The environment is by no means the only site of global threats to
the elementary conditions of life. The concept of missile defence
perhaps even more clearly indicates the contradictions embodied in the
global trajectory. While much of the concern about 'rogue'
states should not be taken too seriously, the same cannot be said about
weaponry that works at a distance. The twentieth century was the testing
ground of war at a distance. Its other side was the unprecedented mass
slaughter of civilians. The techno-sciences, those expressions of
radical creativity that lie at the heart of the globalization process of
the last twenty years, first proved their practical possibilities in
that abomination that changed human warfare forever, the nuclear bomb.
If highly concentrated area bombing achieved a crescendo of mass
slaughter and degradation over Germany in 1944, in 1945 the world leapt
into another zone. Hiroshima was the birth of high-tech warfare.

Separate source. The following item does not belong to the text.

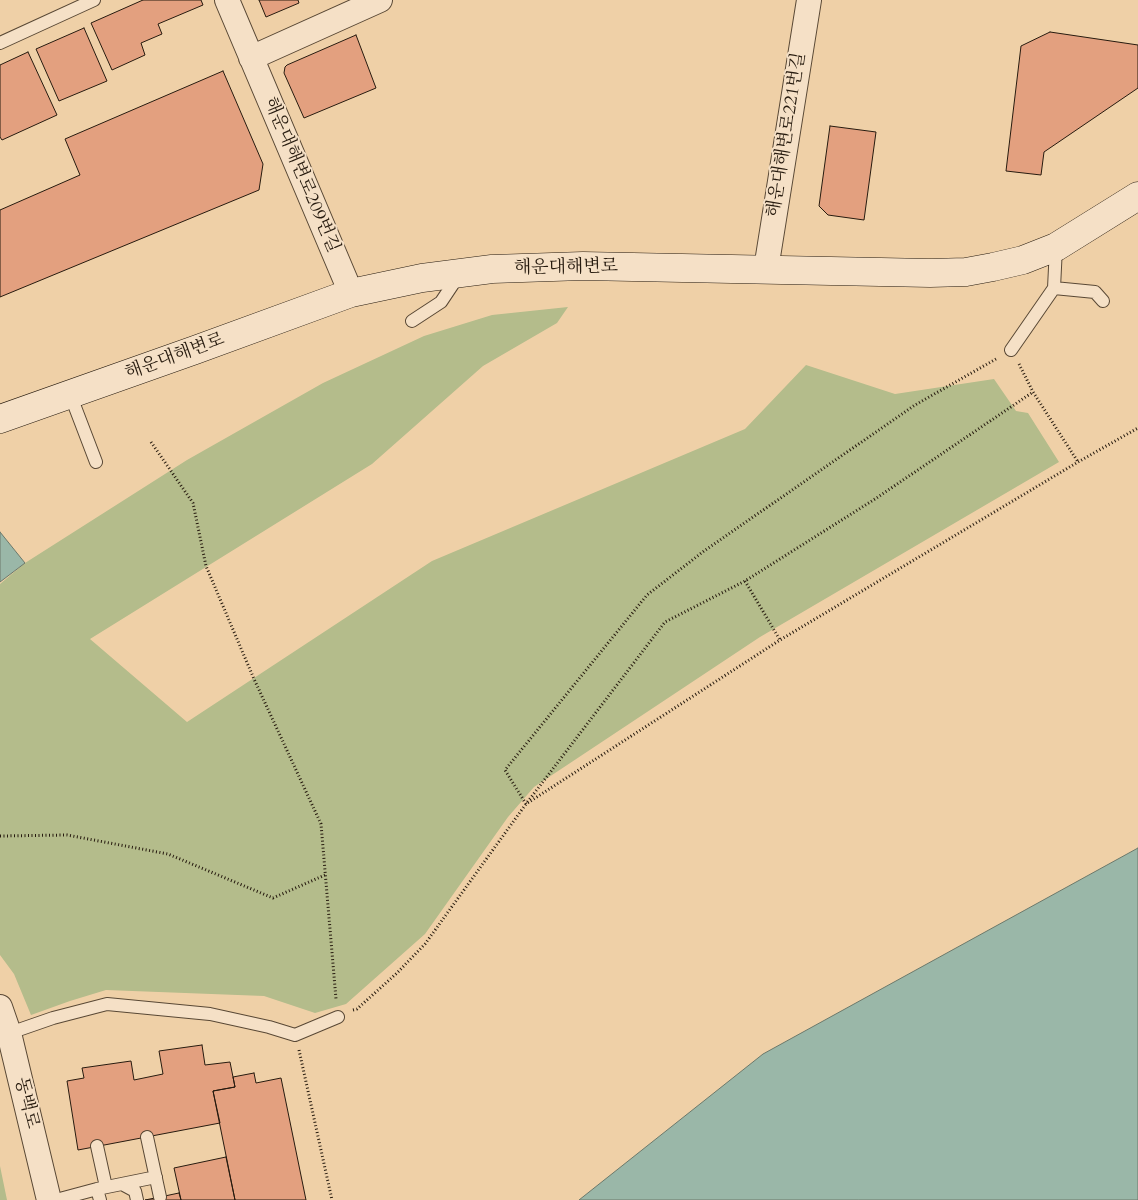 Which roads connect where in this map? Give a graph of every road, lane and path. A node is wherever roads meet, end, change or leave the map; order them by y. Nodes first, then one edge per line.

Weaponry that works at a distance and avoids face-to-face
confrontation became the name of the game. In this respect weaponry
mirrors the structure of globalization itself. War at a distance finds
its accomplice in the abstract forms of social interchange which compose
the primary structures of global society. Elementary structures of
community, formed in a given place and maintaining relations between the
generations, are an anomaly in the globalized world. Not only do they
take the brunt of modern warfare, they are under siege in the face of
what is regarded as development.
At the time of publication of this issue of Arena Journal Slobodan
Milosevic is in court in The Hague facing charges of genocide, amongst
other things. People of goodwill all around the world hope that any such
proceedings will strengthen processes that will place real limits on the
commitment of atrocities such as ethnic cleansing. But if there is to be
such a development in human affairs such atrocities must be placed side
by side with those state and social policies that regard the mass
slaughter of civilians as the unavoidable cost--or even the active
means--of war at a distance. In the context of such policies, the
dangers of a new emphasis on the development of nuclear missile shields
can hardly be over-estimated. The re-ignition of a phase of development
of such nuclear weapons must also come under the umbrella of
international law if it is to have credibility.
In this issue two articles take up the question of genocide. One,
by Ned Curthoys, does so indirectly via a reflection on the work of
Hannah Arendt and the representation of the Holocaust. The other, by Tom
Nairn, reflects directly upon the way in which various writers have
sought to understand the genocide of the twentieth century.
In the twnety-first century it is arguable that this will not be
possible without thinking through the nature of globalization itself.
Its lack of affinity with cultures which are structured around
reciprocity and mutual presence is palpable. Even within so-called
advanced societies it eats away at community relations that most people
assume to be indestructible. The cultural task of a version of
globalization that preserves basic relations to others in their
diversity cannot remain 'utopian' for much longer.